About 2 years ago I stumbled upon a Tumblr page that specialized in documenting and praising the unique shapes and forms of vaginas from all across the world. It aimed to spread awareness, but it also made me realize something. As I perused the page of perfectly posed vaginas, I noticed something disturbing. For every five or six clean and happy clams, I saw one atrocious one, which made me ask, why?

I’m not talking about one that is asymmetrical or a certain color, but I’m talking about dirty, grungy lady-bits that were obviously not cared for. These were women who did not seem to understand the importance of having a good relationship with their vagina, and I attribute that directly to a lack of education, so I am taking it upon myself to make sure that none of you ever make anyone else say “is it supposed to look like that?” Your vagina is your best friend, so why not take great care of it? It is, after all, the only one you have.

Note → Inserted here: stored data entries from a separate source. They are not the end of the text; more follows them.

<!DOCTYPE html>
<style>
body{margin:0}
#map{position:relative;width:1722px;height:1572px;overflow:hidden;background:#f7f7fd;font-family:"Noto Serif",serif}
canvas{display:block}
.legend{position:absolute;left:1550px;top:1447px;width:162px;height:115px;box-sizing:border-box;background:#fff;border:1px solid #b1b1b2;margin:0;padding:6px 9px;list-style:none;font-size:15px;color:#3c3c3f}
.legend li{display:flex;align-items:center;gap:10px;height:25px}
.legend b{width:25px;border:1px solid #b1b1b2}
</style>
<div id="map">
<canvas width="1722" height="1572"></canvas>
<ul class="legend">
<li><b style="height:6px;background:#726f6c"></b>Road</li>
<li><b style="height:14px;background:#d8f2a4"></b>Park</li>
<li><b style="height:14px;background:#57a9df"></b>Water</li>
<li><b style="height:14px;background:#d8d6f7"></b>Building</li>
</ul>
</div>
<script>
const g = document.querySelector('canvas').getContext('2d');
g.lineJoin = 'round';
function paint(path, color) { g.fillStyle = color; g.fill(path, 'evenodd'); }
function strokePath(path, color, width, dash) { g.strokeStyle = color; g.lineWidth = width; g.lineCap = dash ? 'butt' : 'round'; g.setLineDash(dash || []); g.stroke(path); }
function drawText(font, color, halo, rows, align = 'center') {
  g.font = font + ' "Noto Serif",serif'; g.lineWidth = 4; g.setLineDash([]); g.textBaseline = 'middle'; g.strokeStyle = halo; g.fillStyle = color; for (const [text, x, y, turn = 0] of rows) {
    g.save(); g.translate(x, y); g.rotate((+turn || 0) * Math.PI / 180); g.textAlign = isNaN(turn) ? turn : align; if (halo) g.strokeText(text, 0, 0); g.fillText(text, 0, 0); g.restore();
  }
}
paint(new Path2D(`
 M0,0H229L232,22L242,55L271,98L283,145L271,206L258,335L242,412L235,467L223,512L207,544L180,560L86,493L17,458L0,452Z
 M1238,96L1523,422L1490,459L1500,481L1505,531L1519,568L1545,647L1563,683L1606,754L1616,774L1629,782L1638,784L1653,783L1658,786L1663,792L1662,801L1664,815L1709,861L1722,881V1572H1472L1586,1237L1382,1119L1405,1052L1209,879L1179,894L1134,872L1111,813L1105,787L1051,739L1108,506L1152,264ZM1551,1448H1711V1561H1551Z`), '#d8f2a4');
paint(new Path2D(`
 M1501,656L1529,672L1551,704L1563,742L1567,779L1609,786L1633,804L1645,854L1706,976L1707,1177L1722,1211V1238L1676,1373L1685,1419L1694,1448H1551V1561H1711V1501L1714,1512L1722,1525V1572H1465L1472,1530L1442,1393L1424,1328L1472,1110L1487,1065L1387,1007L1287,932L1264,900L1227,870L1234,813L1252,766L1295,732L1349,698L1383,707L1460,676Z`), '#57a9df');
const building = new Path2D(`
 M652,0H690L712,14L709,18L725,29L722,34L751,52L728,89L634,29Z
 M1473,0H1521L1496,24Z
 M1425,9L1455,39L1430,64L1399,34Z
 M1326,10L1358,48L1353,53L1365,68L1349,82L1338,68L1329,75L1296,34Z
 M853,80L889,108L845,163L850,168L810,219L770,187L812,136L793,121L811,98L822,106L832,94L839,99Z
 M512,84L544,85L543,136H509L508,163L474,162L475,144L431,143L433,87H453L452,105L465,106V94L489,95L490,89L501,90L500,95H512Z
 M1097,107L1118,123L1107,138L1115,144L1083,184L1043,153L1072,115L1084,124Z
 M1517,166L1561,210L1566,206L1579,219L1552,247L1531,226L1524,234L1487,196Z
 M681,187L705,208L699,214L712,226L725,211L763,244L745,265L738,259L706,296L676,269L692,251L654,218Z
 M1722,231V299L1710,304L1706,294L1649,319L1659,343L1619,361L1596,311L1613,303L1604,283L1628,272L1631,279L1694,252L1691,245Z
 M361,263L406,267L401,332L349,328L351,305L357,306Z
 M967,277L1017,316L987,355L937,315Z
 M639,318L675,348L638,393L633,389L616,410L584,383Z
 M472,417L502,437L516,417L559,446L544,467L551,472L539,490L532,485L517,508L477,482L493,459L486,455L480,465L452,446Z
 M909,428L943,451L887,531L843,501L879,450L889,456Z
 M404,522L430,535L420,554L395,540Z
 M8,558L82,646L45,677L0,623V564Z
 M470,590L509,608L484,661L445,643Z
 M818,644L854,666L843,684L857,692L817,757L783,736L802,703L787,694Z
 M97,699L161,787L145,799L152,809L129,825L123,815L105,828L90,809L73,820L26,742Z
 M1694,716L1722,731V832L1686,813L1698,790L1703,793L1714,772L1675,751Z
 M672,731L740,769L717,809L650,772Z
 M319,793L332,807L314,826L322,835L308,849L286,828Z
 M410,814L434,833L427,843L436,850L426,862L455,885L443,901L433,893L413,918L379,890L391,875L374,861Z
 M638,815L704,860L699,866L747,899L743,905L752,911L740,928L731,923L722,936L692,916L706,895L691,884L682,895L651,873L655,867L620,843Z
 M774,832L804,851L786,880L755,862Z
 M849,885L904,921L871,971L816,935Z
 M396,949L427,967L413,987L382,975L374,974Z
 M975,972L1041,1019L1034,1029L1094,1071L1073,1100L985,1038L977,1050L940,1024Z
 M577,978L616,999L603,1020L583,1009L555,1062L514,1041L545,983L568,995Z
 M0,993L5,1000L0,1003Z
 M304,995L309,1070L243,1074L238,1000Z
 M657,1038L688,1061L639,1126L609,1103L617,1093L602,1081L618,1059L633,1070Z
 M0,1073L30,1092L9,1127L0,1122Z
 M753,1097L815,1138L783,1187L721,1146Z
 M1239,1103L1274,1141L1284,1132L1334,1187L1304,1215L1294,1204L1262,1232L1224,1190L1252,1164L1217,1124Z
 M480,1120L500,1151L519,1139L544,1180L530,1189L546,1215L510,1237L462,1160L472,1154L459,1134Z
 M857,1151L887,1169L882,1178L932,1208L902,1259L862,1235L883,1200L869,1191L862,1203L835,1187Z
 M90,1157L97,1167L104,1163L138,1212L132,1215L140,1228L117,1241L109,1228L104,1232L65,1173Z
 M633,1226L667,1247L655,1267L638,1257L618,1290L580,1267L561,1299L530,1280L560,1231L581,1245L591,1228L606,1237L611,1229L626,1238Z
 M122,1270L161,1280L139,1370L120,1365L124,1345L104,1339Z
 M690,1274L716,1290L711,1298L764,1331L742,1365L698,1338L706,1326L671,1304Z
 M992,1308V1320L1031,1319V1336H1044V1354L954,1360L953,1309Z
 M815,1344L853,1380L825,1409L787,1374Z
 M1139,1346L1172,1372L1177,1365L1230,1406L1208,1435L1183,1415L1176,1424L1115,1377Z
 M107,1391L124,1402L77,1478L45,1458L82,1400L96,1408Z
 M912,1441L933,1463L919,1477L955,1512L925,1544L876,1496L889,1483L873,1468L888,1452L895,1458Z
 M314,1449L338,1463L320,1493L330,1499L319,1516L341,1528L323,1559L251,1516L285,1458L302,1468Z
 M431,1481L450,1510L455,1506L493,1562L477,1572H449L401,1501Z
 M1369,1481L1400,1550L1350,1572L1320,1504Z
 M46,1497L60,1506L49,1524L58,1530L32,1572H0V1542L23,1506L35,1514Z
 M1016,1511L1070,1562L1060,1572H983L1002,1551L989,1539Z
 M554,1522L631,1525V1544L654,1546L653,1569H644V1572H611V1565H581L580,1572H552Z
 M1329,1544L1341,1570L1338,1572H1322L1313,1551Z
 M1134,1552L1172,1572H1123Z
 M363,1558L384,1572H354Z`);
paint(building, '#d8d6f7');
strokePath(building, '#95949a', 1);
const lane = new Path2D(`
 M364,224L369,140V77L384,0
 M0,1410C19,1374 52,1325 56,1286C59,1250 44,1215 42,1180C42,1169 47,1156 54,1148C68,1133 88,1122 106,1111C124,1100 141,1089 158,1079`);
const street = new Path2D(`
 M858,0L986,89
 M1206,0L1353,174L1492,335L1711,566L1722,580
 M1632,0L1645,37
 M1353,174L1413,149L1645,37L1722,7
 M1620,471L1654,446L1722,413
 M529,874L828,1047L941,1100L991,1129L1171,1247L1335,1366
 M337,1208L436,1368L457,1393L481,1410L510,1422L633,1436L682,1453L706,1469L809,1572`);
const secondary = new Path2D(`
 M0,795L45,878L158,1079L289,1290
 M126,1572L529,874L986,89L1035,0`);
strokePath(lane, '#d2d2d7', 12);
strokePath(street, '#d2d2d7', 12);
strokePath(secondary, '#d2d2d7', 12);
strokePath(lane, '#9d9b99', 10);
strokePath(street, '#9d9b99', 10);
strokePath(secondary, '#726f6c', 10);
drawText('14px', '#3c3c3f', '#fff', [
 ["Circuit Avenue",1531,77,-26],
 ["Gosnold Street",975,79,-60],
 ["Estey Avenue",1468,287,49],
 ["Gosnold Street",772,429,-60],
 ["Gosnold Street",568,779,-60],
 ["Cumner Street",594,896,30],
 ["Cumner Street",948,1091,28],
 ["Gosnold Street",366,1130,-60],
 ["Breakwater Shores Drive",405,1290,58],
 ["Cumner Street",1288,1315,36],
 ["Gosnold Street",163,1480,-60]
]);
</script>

The most important thing that we must remember about our vaginas is that they are naturally acidic and contain many beneficial bacteria that help ward off infections and maintain a normal pH level. Because it is a self-cleaning body part, it often produces its own lubrication and therefore can leave small bits of discharge. This means that it is unnecessary to douche or use any harsh soaps or chemicals to “flush it out.”

These things can actually harm the healthy pH levels and allow in bacteria that can cause infections. If you feel the need to clean yourself, use warm water in your vaginal canal, and a natural and very basic bar soap on your vulva, being careful not to let any suds stray into the wrong places.

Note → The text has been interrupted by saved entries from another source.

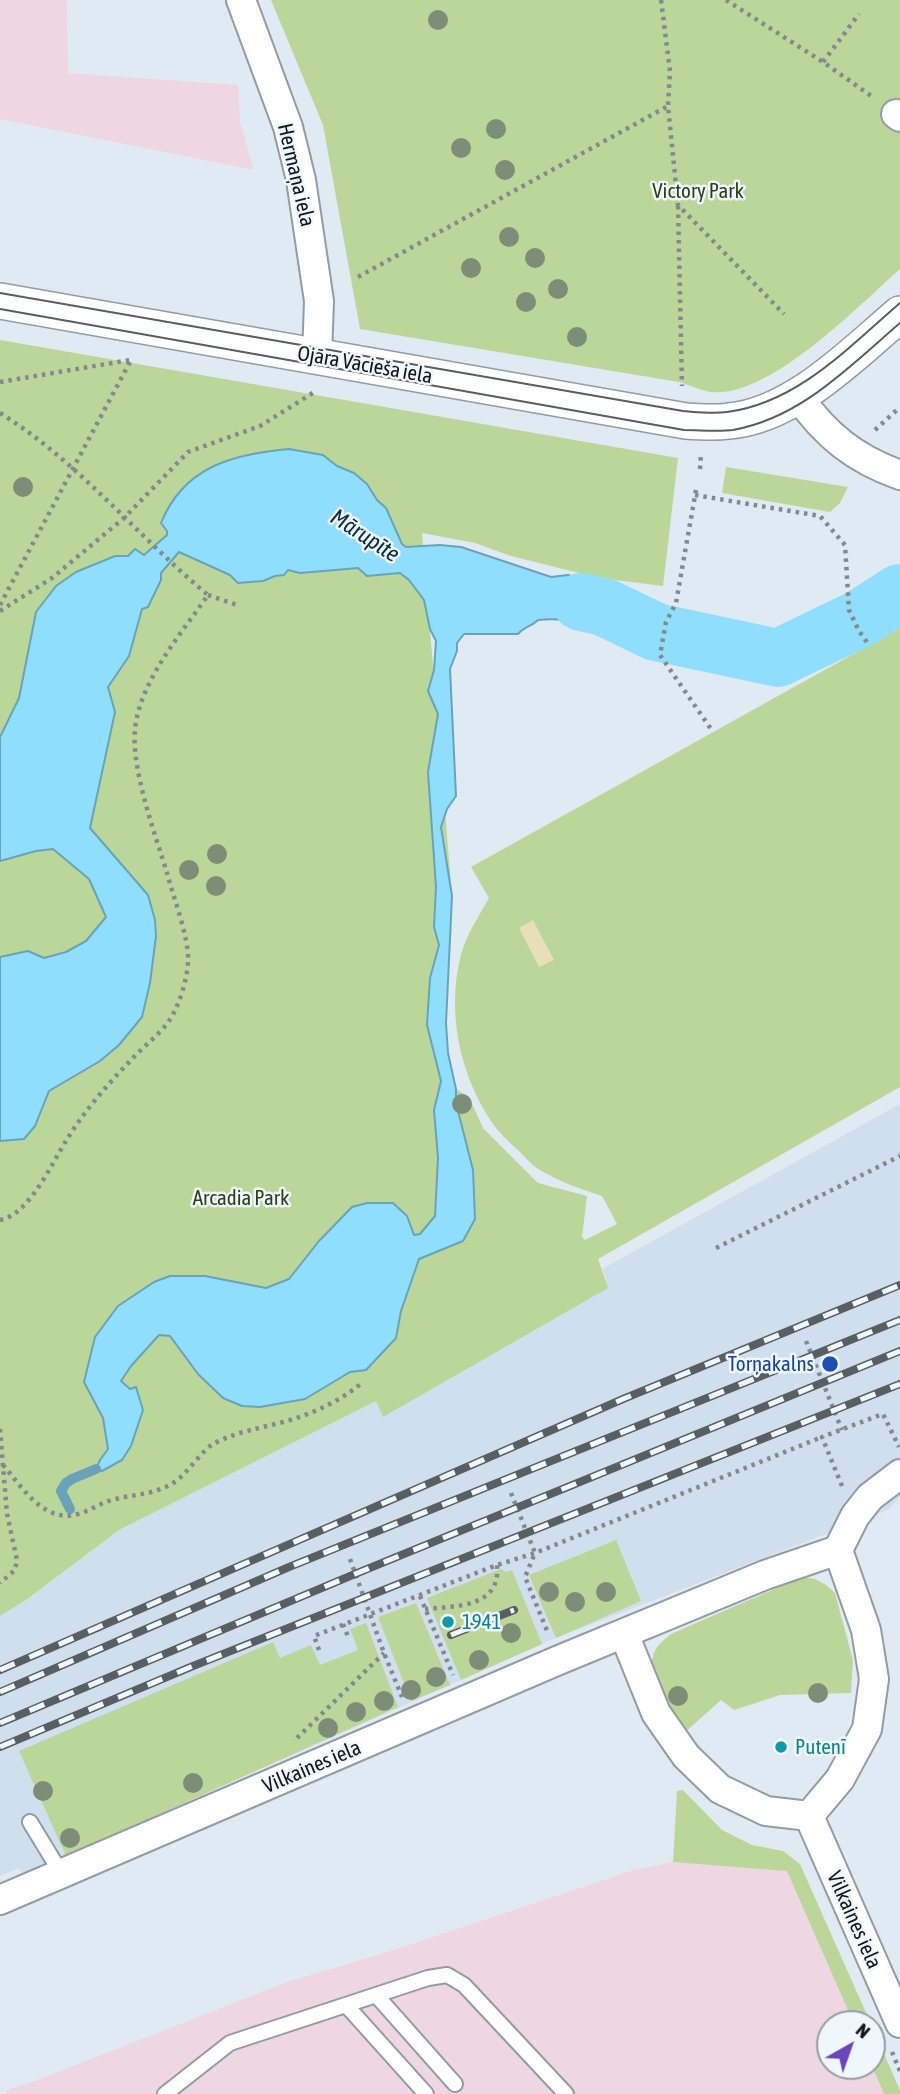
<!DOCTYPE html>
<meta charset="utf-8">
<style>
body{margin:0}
#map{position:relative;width:900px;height:2094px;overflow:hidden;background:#e0eaf2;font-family:"Asap Condensed",sans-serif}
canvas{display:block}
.north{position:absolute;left:816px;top:2010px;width:70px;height:70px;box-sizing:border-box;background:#eff7fd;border:2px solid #979da1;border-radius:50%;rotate:40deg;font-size:19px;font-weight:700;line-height:28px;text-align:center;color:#121618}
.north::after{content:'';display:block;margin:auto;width:24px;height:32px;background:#6c44bc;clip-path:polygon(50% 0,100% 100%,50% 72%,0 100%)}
</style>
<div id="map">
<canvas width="900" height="2094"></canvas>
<div class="north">N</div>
</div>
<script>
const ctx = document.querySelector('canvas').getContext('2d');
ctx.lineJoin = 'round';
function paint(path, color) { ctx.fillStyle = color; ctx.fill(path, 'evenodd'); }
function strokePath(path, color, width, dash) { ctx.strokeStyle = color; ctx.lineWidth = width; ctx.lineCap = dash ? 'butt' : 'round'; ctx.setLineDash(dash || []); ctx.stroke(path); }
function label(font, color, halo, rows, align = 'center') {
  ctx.font = font + ' "Asap Condensed",sans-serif'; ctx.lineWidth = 5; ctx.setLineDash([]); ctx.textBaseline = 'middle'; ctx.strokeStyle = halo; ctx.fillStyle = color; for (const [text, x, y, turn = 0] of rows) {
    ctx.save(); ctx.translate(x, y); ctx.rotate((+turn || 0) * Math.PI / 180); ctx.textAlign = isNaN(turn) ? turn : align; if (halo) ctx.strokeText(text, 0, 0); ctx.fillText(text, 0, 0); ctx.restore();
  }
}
const built = new Path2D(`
 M900,1104V1497L888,1510L551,1640L23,1875L19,1868L0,1876V1616L26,1600L119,1530L377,1400L383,1416L606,1278L602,1269Z`);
const industrial = new Path2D(`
 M0,0H67L68,73L238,85L240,122L254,170L0,119Z
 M673,1862L737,1864L788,1871L854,2024H830V2066H872L884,2094H7L6,2090L35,2081L287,1982L397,1949L633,1870Z`);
const green = new Path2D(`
 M271,0H900V269C858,306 769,399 710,392C700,390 689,385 679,382L360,329L323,125Z
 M0,340L678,458L663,586L599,578L511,556L475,543L422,533L452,896L446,1023L448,1053L456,1089L469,1097L483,1128L538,1183L587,1196L582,1237L585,1240L617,1224L602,1196C580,1189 558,1181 538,1169C531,1164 525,1157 519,1151C510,1143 500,1134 493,1124C460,1076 446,1012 461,955C466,935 479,916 489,898L471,867L900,628V1087L598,1259L608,1288L383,1417L376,1401L119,1530L26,1600L0,1616Z
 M726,467L848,487L840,503L830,512L722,493Z
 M616,1540L641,1601L556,1638L529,1575Z
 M501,1569L506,1572L512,1570L542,1644L461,1680L427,1598Z
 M802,1577L815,1579L826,1585L835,1593L853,1660L851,1693L780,1695L734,1710L721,1700L683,1734L651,1666C653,1649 658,1645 671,1634Z
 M416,1603L450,1685L411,1701L378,1617Z
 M366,1623L398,1707L66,1856L19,1751L273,1642L280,1658L311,1645L320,1665L358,1650L350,1629Z
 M683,1790L722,1830L752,1845L783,1851L800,1864L871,2024H854L787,1871L673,1862L677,1791Z
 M872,2027L900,2090V2094H884L872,2066Z`);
const sand = new Path2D(`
 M533,920L554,960L539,967L519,928Z`);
const water = new Path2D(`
 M289,449L323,455L337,466L354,473L367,484L377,500L386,508L402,544L406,547L440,545L461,547L551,577L568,575L640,598L654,609L659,621L653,638L647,643C611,630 577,616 538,620C532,626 524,627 518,634H464L457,643V651L450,669L456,796L447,809L441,827L452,896L446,1023L448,1053L456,1089V1103L473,1170L475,1219L463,1241L419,1259L401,1311L396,1338L366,1370L350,1372L305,1399L260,1407L242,1406L223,1398L198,1374L170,1336L159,1335L131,1366L121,1381L130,1389L136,1387L143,1410L131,1446L122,1460L102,1471L96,1469L100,1460L108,1449L103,1418L84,1382L95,1337L118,1306L154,1282L170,1276H205L266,1288L289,1279L319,1241L352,1207L367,1203H393L407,1216L414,1235L420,1234L435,1216L438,1158L434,1110L441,1081L427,1025L430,978L439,945L434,927L436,887L428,772L438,714L428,691L434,670L436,641L430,629L424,600L409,580L400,573L367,576L358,568L300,573L288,570L284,575L275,576L263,581L238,583L230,575L179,552L161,573V580L148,607L142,609L129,656L108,687L115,712L90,828L148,895L155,920L156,936L150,983L142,1017L119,1045L100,1061L49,1091L35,1126L24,1139L0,1141V957L28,951L44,958L66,952L86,941L106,917L89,879L53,849L36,851L0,861V737L19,698L36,612L56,586L76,572L115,556H128L135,549L144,555L167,535V531L161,523C184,466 234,454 289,449Z
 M900,586V600L879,614L877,619L867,627L855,607Z`);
const stream = new Path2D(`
 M70,1509L61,1491L66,1483L72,1479L96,1469`);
const river = new Path2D(`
 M581,602L604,607L656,632L778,658L861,618L900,593`);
const path = new Path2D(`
 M661,0L670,71L668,106L678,205L784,314
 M726,0L823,62L874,98
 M823,62L859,14
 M678,206L682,386
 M358,277L668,106
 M0,382L130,360
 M0,413C79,462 137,536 208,595C181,634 140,681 135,729C131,769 155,834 167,873C173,896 189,938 188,960C188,977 179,1007 169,1021C160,1034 144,1046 132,1059C108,1084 84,1111 66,1141C52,1163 29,1215 0,1220
 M875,430L900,407
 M700,469L701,453
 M696,490L676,603L666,622L660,655L713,732
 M695,495L820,516L845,545L849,610L859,631L869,645
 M208,595L240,606
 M0,605L131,360
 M0,611L52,578L124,518L188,452L260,426L316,391
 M716,1248L900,1156
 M806,1341L842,1430
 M0,1429L7,1514L17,1560L15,1570L0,1583
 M3,1465C22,1487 44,1524 78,1514C90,1511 100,1503 112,1500C133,1494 154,1495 173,1483C189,1473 201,1450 215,1443C238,1431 262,1428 287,1421C314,1413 340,1401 362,1383
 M842,1486L822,1437L883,1414L899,1447
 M511,1493L535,1553L525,1577L548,1633
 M350,1559L384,1653L402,1697
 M420,1596L453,1675
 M425,1609C456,1606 501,1608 497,1565
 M343,1624L349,1639
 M319,1650L314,1636L497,1565L535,1553L822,1437
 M297,1738L384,1653
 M892,2052L900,2071`);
const service = new Path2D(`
 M30,1822L61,1873
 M376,1995L455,2084
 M346,2005L426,2094
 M165,2094L230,2043L428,1978L447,1975L464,1985L566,2094`);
const minor = new Path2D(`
 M241,0L288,127L301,180L319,301L317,357
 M896,114L900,117
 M798,396C825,435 855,459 900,475
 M624,1634L656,1713L686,1756L720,1789L766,1811L809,1816
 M809,1816L840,1779L867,1729L874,1679L866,1630L838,1550
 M809,1816L900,2023
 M0,1900L559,1660L765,1575L838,1550L855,1516L870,1497L900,1474`);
const tertiary = new Path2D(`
 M0,301L686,421C700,422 715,423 729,421C793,416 853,354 900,314`);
const tram = new Path2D(`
 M0,293L683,411C697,412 712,414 727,412C797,403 849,347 900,303
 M0,309L684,430C700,430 718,432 733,430C801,418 850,366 900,323`);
const rail = new Path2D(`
 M451,1635L514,1610
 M0,1670L623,1399L900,1285
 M0,1692L289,1567L900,1320
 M0,1723L355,1574L900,1351
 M0,1747L193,1666L900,1384`);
const trees = [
 [438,20],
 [496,129],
 [461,148],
 [505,170],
 [509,237],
 [535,258],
 [471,268],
 [558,289],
 [526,302],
 [577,337],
 [23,487],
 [217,854],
 [189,870],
 [216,886],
 [462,1104],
 [549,1592],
 [606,1592],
 [575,1602],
 [511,1633],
 [479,1660],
 [436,1677],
 [411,1690],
 [818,1693],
 [678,1696],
 [384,1701],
 [356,1712],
 [328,1728],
 [193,1783],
 [43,1791],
 [70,1838]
];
const markers = [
 [830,1364,9,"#1a4fb4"],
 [448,1622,7,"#0f9aa8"],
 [781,1747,7,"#0f9aa8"]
];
const streetNames = [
 ["Hermaņa iela",296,175,77],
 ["Ojāra Vācieša iela",365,365,10],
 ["Vilkaines iela",312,1767,-23],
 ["Vilkaines iela",854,1920,66]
];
const parkNames = [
 ["Victory Park",698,191],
 ["Arcadia Park",241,1198]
];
const transitNames = [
 ["Torņakalns",814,1364]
];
const cultureNames = [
 ["1941",462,1622],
 ["Putenī",795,1747]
];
const waterNames = [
 ["Mārupīte",365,536,33]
];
paint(built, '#d0dfed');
paint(industrial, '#eed7e3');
paint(green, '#bad799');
paint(sand, '#e8dfba');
paint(water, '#8fdefe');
strokePath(water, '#6aa2b9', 2);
strokePath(stream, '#6aa2b9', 10);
strokePath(river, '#8fdefe', 58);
strokePath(service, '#939ca4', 18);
strokePath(minor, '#939ca4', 32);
strokePath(tertiary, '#939ca4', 38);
strokePath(path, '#82898f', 4.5, [3.5, 5]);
strokePath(service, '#fff', 14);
strokePath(minor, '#fff', 28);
strokePath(tertiary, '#fff', 35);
strokePath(tram, '#585e62', 2);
strokePath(rail, '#585e62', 8);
strokePath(rail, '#eff7fd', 5, [16]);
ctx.fillStyle = '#7e8d78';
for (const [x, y] of trees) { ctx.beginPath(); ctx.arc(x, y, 10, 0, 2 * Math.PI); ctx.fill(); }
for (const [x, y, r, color] of markers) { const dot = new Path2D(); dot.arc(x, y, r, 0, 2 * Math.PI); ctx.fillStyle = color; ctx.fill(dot); strokePath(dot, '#eff7fd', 2.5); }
label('21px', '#121618', '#eff7fd', streetNames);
label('21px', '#2e4114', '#eff7fd', parkNames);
label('21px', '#164399', '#eff7fd', transitNames, 'right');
label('21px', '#0d838f', '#eff7fd', cultureNames, 'left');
label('italic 23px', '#072e3b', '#eff7fd', waterNames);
</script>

If you are concerned about odor, especially when your partner is diving tongue first into the danger zone, spray a dab of your favorite perfume between your knees and remember that some sort of smell is normal. If you detect anything strong or fishy, go to your doctor to be sure it isn’t an STD or bacterial infection.


What you eat and drink can also greatly affect what happens inside, so keep hydrated and eat healthfully. Try to limit your intake of artificial sugars, white bread and rice, because these items have high levels of yeast, which can cause problems not only in your nether regions, but in your intestinal tract. Yogurt is a great addition to your diet because it contains healthy bacteria that can keep your pH balanced. When you hear pretentious alcoholics like myself slurring “Cranberry vodkas are for pussies!” at the bar, you will find comfort in some level of truth to that statement. Cranberry juice (and not the sugary cocktail kind you find in vending machines) can also help maintain healthy pH and is suggested to help rid the body of toxins. If you’re going to bring food into your bedroom antics, be sure to remember the only cream pies that belong down there are the kind that you see on the Internet. Any sort of foreign object can cause vaginal problems, especially if it is not clean.

I fully endorse wearing a long skirt with no panties at least once a week, to give your pleasure palace a chance to air out. When you do choose to wear underwear, try to switch up the styles and materials often. Cotton is always best at wicking moisture and keeping things fresh. Thongs, G-strings and anything that rests between your cheeks can have a tendency to track bacteria from your rectum up towards your vagina.

Tight leggings, tights and pants can also trap moisture, so change up your daily choices to keep everything in tip top shape. Also remember to be conscious about the types of fabric softener you use, especially if it is going to be touching your ladybits. Try something without perfumes or unnatural dyes, because chemicals are the enemy to such a delicate area.

Our vaginal area gets a bad reputation by those that don’t understand it. We hear unfair comments about fishy smells, sagging skin, uneven “meat curtains” and other ridiculous assertions designed to make us feel like lesser beings. The truth is, our bodies are all beautiful and when adequately cared for, have few problems. In addition to always having safe sex and making regular appointments with your gynecologist, following the above guidelines can help you avoid problems.